Print, in exact form, the lines below from the one containing "thumb ip: (933, 974)" through the one containing "pinky mcp: (768, 912)", and omit all others.

————————

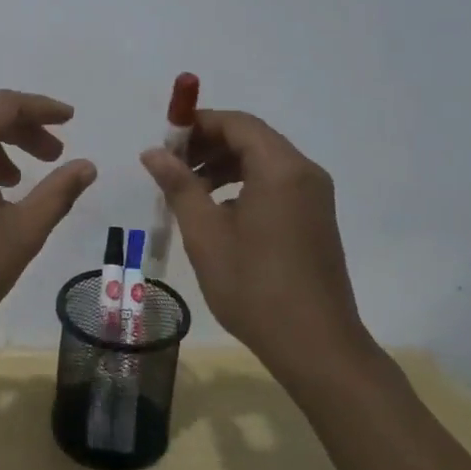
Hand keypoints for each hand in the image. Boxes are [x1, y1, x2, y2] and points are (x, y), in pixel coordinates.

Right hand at [141, 110, 371, 366]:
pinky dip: (245, 183)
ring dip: (225, 165)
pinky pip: (277, 183)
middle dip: (209, 144)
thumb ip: (179, 185)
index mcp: (280, 168)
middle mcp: (304, 172)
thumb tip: (153, 152)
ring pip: (264, 161)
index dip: (198, 124)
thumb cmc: (254, 286)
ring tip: (190, 189)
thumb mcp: (206, 234)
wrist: (316, 346)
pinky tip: (219, 212)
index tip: (165, 142)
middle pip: (252, 138)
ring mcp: (315, 196)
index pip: (237, 123)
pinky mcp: (316, 218)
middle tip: (172, 166)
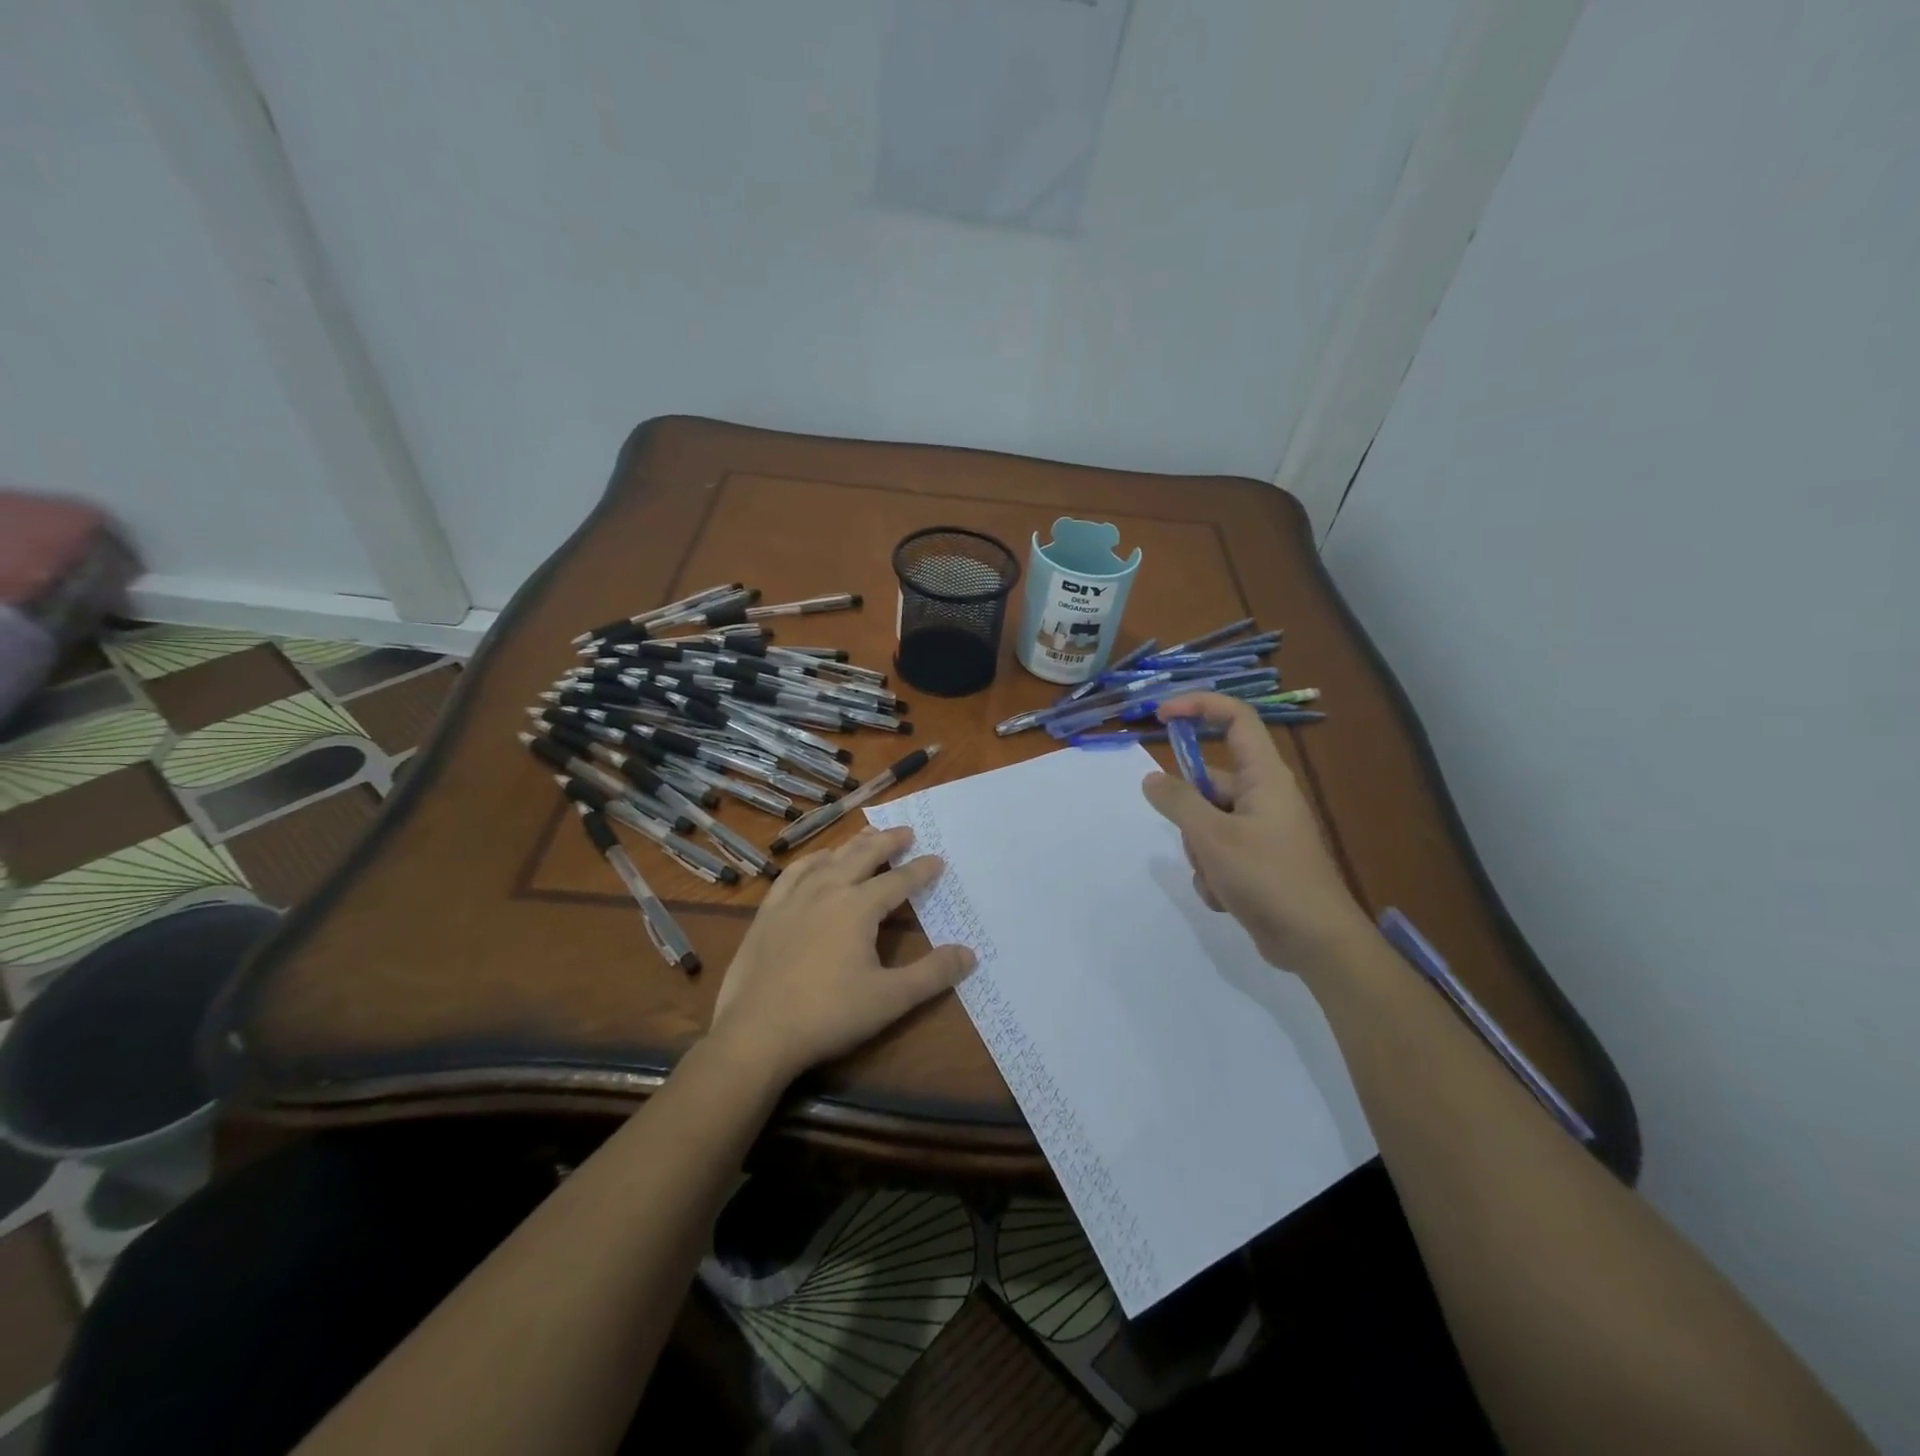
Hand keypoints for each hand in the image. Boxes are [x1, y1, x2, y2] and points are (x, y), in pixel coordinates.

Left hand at [707, 825, 975, 1083]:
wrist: (757, 1033)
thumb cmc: (829, 1015)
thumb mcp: (890, 999)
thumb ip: (933, 974)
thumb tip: (970, 954)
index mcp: (859, 907)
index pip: (899, 881)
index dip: (921, 870)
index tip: (937, 860)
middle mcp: (827, 891)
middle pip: (863, 856)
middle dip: (887, 842)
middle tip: (906, 831)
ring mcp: (793, 899)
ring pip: (828, 859)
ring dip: (852, 845)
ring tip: (867, 837)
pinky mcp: (768, 912)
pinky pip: (793, 873)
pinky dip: (812, 861)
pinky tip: (816, 862)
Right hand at [1141, 692, 1372, 980]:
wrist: (1316, 943)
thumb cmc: (1268, 878)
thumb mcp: (1212, 836)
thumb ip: (1177, 802)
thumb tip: (1151, 779)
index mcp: (1264, 776)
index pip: (1235, 718)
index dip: (1199, 706)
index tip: (1160, 716)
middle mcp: (1264, 796)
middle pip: (1208, 782)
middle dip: (1189, 815)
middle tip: (1198, 844)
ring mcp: (1261, 830)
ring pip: (1206, 823)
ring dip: (1199, 852)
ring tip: (1219, 879)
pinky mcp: (1257, 861)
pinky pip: (1217, 852)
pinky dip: (1212, 873)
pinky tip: (1226, 897)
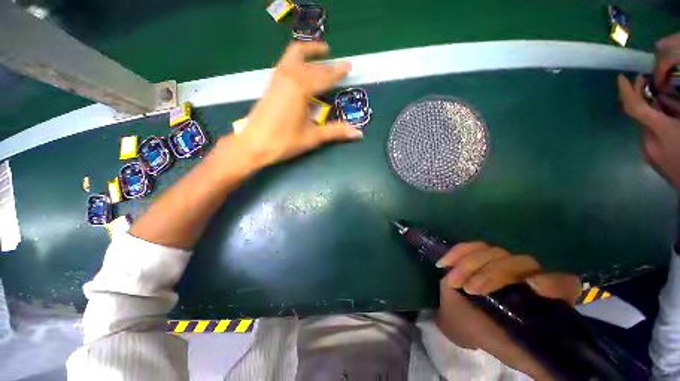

————————

[Solution to the problem]
thumb ip: (933, 974)
thumb tip: (970, 954)
index mcp: (859, 907)
index pip: (899, 881)
index dip: (921, 870)
index tip: (937, 860)
middle mcp: (827, 891)
middle pip: (863, 856)
middle dip: (887, 842)
middle tip: (906, 831)
ring mcp: (793, 899)
ring pip: (828, 859)
ring dip: (852, 845)
ring tip: (867, 837)
pinky mcp: (768, 912)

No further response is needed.